Onun odasına girdim. Kıyafetlerimi üzerime geçirdim. Kokusunu özlemle içime çektim. Biraz daha beklemeyi düşündüm. Kutay'ın işe gitmesi gerekiyordu. Onu hızlandırmak için odasından çıktım. Kapıda karşılaştık. Vücudu çıplaktı. Sadece havlu vardı üzerinde. Vücudunu süzmek istemiştim. Ama yapamadım. Öylece duruyordu karşımda. Daha fazla dayanamadan merdivenlere yöneldim.

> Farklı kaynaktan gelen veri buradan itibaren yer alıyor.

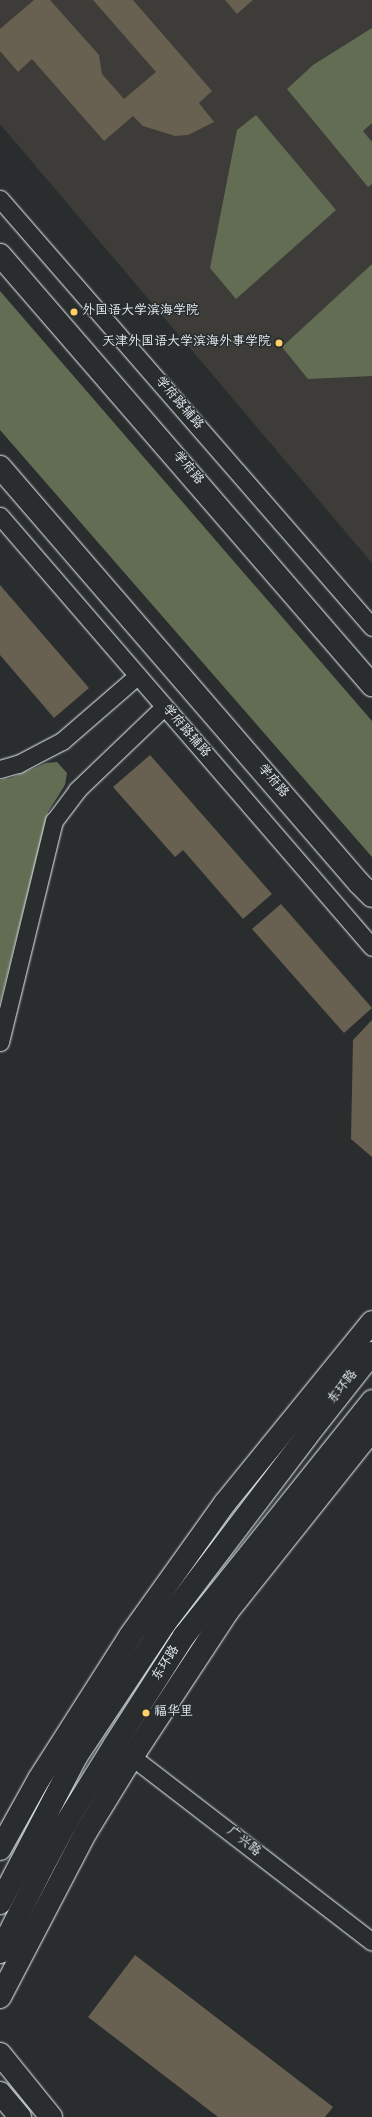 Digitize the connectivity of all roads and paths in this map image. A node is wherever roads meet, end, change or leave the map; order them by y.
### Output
1 (0, 199) edge
2 (0, 255) edge
3 (0, 467) edge
4 (0, 516) edge
5 (372, 628) edge
6 (137, 676) junction
7 (372, 685) edge
8 (164, 707) junction
9 (0, 769) edge
10 (368, 890) edge
11 (372, 903) edge
12 (372, 946) edge
13 (0, 1042) edge
14 (372, 1322) edge
15 (372, 1353) edge
16 (372, 1401) edge
17 (372, 1430) edge
18 (115, 1744) junction
19 (132, 1757) junction
20 (0, 1849) edge
21 (0, 1903) edge
22 (372, 1942) edge
23 (0, 1952) edge
24 (0, 1997) edge
25 (0, 2054) edge
26 (0, 2093) edge
27 (20, 2117) edge
28 (51, 2117) edge

1 - 5 street, 学府路辅路
2 - 7 main road, 学府路
3 - 10 main road, 学府路
4 - 6 street, 学府路辅路
6 - 8 street, 学府路辅路
6 - 9 street
8 - 12 street, 学府路辅路
8 - 13 street
10 - 11 main road, 学府路
14 - 20 main road
15 - 21 main road, 东环路
16 - 18 main road, 东环路
17 - 19 main road
18 - 19 street, 广兴路
18 - 23 main road, 东环路
19 - 22 street, 广兴路
19 - 24 main road
25 - 28 main road
26 - 27 main road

Mutfağa girdim. Derin bir nefes alıp ise başladım. kahvaltıyı hazırladıktan sonra sandalyeye oturup onu beklemeye başladım. Merdivenlerden gelen ayak seslerinden; indiğini anladım. Önümdeki tabağa indirdim bakışlarımı. "Nasılım? Takım yakışmış mı?" Bana seslenmesiyle kafamı hızlıca kaldırdım. Siyah takım elbise ona ne kadar da güzel olmuştu! Çok yakışıklı gözüküyordu. Ona hayran hayran bakarken; "Ecrin? Dediğimi duydun mu?" Kutay'ın sesi ile irkildim. Beklemediğim için ağzımdan 'hı?' diye bir ses çıkmıştı.

"Diyorum ki acaba nasıl olmuşum?" dedi. Kendimi tutamadan hayranlıkla konuştum. "Her zamankinden daha yakışıklı.." diyiverdim. Sonra bi anda ağzımı kapattım. Yanaklarım alev alev yanıyordu. Gözlerimi tekrar ona çevirdiğimde elini ensesine atmış ne diyeceğini bilemez halde bana bakıyordu. Durumu toparlamak için "Gel hadi sofraya otur. Senin için hazırladım bunları." dedim. Başını salladı. Uzatmadığı için derin bir nefes aldım rahatlıkla.

Masaya oturdu. Yemeğimizi yerken ara sıra ona bakıyordum. Tabi gözlerimiz kesişince hemen başımı eğiyordum. Yemeğimi bitirdiğim zaman doğruldum. Yanından geçerken kolumu tutmasıyla duraksadım. "Yemek yemedin." Dedi önüne bakarken. "Evet. Yedim." Dedim tek kaşımı kaldırarak. "Ne kadar az. Biraz daha ye." Dedi. Yine beni önemsemiş gibi yapıyordu. "Hayır ben tokum. Beni düşündüğün için teşekkür ederim." diyerek salona ilerledim.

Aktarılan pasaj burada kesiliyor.